# Exercise instructions
Only lines that contain the word "Drive" belong in the answer; copy them from the records below.

Segment Open

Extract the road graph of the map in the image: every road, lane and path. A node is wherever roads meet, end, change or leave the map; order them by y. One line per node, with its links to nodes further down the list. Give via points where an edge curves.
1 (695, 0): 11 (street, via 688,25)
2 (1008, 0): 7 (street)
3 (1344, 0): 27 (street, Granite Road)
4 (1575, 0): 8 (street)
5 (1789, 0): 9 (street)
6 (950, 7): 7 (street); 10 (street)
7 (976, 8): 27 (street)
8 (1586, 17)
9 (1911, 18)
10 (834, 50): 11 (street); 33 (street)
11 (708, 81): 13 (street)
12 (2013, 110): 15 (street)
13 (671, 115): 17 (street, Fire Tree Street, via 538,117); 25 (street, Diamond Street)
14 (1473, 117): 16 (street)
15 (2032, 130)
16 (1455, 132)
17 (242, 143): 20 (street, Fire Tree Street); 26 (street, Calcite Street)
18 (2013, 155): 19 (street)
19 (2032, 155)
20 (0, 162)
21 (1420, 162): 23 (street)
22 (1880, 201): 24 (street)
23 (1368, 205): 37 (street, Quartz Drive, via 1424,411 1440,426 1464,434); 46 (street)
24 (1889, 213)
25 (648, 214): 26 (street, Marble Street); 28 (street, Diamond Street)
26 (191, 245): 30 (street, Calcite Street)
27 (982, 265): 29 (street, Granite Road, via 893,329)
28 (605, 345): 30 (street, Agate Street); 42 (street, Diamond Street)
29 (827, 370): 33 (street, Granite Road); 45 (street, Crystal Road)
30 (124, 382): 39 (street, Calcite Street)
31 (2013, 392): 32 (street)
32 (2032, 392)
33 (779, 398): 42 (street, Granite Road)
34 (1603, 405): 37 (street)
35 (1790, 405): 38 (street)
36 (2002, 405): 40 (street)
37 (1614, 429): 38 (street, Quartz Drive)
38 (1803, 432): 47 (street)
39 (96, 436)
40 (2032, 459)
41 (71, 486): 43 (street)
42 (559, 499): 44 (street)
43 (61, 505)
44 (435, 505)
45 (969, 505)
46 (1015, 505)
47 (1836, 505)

Segment Closed

# Task response
23 (1368, 205): 37 (street, Quartz Drive, via 1424,411 1440,426 1464,434); 46 (street)
37 (1614, 429): 38 (street, Quartz Drive)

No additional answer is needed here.